- [Data in this exercise]
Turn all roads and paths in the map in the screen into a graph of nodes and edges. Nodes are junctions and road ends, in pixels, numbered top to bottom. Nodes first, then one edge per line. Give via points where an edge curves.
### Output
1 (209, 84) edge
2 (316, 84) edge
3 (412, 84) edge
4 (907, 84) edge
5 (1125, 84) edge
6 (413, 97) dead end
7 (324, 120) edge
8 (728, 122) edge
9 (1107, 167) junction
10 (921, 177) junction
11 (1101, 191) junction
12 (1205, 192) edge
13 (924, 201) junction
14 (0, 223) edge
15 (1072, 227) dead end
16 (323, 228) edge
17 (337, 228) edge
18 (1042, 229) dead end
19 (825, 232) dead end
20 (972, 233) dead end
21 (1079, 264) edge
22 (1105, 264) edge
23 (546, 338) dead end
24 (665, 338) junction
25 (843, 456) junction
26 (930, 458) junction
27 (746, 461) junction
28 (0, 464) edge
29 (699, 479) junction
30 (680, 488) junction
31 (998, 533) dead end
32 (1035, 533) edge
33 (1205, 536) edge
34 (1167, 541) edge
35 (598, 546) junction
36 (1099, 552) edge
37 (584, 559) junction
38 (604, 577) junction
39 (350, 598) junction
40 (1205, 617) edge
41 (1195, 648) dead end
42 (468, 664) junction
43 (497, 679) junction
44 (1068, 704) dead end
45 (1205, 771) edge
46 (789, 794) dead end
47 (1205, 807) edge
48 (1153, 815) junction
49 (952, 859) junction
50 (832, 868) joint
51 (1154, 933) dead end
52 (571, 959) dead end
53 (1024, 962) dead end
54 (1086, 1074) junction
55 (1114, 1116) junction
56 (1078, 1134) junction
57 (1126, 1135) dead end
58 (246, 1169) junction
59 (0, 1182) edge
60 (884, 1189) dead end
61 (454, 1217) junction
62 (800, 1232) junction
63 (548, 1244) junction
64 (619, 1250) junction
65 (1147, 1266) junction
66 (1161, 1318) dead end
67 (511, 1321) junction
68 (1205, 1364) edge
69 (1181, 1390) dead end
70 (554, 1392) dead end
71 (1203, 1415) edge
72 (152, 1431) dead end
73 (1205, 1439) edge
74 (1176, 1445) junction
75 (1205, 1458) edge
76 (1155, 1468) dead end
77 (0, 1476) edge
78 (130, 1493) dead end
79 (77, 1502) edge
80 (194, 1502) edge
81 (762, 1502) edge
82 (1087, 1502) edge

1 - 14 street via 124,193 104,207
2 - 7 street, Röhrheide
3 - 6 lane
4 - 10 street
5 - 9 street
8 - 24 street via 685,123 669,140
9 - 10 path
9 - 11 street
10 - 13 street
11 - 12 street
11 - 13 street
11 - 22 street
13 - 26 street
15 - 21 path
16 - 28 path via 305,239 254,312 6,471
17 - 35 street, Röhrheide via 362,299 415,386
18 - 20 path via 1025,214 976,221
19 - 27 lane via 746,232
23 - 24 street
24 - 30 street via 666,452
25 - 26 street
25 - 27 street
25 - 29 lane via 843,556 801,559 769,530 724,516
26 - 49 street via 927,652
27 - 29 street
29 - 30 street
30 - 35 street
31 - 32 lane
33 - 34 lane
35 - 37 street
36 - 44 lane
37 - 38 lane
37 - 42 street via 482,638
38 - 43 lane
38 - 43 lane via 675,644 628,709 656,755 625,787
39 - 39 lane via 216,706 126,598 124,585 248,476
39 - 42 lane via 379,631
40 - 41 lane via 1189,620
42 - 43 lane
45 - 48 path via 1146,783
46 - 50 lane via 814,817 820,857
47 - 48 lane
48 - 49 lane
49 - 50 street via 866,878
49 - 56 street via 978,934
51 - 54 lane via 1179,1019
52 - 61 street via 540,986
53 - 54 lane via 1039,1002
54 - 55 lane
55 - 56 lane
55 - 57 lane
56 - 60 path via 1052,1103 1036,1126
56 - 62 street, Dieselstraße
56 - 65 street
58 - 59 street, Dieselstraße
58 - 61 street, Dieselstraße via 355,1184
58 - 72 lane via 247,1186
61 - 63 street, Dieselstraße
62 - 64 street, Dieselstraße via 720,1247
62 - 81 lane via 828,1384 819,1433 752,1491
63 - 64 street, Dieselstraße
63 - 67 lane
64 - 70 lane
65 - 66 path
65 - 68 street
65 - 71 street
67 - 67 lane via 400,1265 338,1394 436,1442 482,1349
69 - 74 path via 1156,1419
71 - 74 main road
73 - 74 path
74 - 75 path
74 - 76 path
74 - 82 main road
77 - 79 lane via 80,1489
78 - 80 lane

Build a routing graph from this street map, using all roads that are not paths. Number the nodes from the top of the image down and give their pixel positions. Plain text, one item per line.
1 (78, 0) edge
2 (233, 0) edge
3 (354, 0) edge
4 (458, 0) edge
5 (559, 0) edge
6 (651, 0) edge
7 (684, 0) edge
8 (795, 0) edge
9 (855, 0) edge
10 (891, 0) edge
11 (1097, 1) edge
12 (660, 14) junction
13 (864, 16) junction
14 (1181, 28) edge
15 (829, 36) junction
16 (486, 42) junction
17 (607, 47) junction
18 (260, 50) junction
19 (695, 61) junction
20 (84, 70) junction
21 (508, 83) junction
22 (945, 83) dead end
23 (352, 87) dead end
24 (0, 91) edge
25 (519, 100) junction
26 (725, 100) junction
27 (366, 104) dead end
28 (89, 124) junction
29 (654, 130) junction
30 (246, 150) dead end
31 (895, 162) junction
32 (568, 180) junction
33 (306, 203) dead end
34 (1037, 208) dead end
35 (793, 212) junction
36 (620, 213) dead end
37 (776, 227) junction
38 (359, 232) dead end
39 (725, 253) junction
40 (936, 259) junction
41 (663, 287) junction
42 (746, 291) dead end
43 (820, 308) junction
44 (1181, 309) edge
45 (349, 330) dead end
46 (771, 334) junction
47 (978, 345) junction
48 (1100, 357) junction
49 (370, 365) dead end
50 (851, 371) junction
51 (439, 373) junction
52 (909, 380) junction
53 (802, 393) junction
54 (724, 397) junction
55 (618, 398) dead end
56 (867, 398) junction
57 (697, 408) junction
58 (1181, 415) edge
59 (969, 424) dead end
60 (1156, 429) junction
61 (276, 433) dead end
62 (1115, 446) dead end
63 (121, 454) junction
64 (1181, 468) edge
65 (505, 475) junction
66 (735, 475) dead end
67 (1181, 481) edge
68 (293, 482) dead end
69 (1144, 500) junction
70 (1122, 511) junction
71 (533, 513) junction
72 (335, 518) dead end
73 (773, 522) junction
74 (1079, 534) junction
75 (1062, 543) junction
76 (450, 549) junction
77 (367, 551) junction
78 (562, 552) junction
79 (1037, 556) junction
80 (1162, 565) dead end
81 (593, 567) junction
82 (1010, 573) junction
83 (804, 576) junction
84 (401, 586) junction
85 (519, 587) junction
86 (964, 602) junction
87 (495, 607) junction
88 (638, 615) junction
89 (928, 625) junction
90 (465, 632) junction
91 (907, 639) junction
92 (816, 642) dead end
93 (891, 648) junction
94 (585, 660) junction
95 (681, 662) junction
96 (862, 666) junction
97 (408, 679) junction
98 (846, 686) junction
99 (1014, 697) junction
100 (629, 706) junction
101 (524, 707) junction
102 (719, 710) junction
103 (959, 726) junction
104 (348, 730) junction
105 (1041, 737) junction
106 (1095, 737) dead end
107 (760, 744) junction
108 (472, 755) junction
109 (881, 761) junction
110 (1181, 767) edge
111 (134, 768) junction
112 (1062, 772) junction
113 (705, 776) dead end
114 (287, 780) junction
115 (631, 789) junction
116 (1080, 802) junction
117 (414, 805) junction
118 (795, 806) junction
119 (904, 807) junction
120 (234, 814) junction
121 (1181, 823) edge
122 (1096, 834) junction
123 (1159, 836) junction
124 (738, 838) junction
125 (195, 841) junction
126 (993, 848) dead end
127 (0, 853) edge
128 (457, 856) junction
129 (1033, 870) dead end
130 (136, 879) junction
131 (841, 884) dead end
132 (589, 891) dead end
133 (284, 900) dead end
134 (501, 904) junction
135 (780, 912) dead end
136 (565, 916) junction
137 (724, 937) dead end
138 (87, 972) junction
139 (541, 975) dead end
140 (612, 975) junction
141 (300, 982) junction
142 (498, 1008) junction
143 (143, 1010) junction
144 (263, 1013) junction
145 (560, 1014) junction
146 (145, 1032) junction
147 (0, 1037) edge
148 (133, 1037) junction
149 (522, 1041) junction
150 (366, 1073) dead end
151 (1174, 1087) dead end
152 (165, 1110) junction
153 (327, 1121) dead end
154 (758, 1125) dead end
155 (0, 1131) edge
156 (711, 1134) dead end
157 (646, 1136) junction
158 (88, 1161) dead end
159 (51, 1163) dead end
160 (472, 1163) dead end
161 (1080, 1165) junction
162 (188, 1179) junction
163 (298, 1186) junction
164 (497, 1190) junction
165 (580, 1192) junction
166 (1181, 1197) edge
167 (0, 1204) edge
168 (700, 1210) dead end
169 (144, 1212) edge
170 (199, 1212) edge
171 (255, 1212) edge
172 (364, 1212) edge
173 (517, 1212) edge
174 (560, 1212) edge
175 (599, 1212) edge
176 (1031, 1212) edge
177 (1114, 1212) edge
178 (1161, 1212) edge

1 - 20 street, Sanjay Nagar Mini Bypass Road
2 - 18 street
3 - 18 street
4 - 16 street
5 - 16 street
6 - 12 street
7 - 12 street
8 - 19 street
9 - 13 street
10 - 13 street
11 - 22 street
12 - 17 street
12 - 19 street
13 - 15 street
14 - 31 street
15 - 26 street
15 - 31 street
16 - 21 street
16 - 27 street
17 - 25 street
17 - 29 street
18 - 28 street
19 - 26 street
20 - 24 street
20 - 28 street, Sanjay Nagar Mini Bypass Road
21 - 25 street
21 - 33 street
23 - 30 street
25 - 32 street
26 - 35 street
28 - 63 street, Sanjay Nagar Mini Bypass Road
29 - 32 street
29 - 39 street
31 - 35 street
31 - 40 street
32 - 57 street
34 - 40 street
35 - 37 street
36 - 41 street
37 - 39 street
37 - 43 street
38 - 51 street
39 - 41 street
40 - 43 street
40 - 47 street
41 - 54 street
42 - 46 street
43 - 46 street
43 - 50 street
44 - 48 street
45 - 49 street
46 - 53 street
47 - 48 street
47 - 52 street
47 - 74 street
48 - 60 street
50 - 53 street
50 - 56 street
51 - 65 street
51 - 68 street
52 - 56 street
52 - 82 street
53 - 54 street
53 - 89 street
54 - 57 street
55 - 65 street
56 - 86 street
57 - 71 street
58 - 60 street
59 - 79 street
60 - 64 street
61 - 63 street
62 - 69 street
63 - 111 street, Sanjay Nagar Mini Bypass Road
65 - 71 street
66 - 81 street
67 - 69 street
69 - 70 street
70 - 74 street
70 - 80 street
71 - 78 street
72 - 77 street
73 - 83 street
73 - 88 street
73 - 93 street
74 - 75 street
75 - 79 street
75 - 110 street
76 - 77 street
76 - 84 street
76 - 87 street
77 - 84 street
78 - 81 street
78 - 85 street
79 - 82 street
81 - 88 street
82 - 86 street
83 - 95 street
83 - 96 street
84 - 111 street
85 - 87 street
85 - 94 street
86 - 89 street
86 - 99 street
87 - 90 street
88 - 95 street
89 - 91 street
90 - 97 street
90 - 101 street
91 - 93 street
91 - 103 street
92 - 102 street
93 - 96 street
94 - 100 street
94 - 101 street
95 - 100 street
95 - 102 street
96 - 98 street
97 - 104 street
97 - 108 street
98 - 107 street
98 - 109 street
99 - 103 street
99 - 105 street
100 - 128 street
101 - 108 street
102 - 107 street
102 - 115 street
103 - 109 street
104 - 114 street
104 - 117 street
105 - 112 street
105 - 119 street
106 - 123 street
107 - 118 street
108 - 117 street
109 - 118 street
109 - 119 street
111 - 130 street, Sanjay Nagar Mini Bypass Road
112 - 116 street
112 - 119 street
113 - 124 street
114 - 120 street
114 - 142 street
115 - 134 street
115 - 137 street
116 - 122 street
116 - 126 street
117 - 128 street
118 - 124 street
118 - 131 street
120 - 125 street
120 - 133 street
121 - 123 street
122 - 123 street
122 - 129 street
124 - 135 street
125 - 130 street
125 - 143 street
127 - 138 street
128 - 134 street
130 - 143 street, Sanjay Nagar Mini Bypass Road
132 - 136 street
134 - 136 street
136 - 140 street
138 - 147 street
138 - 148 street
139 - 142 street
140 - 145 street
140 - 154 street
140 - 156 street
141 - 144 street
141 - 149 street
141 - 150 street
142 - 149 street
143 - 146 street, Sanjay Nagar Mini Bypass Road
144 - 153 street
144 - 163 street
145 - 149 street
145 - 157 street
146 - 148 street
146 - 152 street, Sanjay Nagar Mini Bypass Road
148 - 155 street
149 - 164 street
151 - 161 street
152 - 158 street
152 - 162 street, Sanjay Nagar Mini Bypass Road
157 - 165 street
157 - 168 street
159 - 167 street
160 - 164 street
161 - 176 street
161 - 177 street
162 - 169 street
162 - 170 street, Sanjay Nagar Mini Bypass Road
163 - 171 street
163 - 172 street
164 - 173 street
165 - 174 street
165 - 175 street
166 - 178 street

- [Exercise goal] The answer consists of every line above in which the word "roads" occurs.

- [Result for this exercise]
Turn all roads and paths in the map in the screen into a graph of nodes and edges. Nodes are junctions and road ends, in pixels, numbered top to bottom. Nodes first, then one edge per line. Give via points where an edge curves.
Build a routing graph from this street map, using all roads that are not paths. Number the nodes from the top of the image down and give their pixel positions. Plain text, one item per line.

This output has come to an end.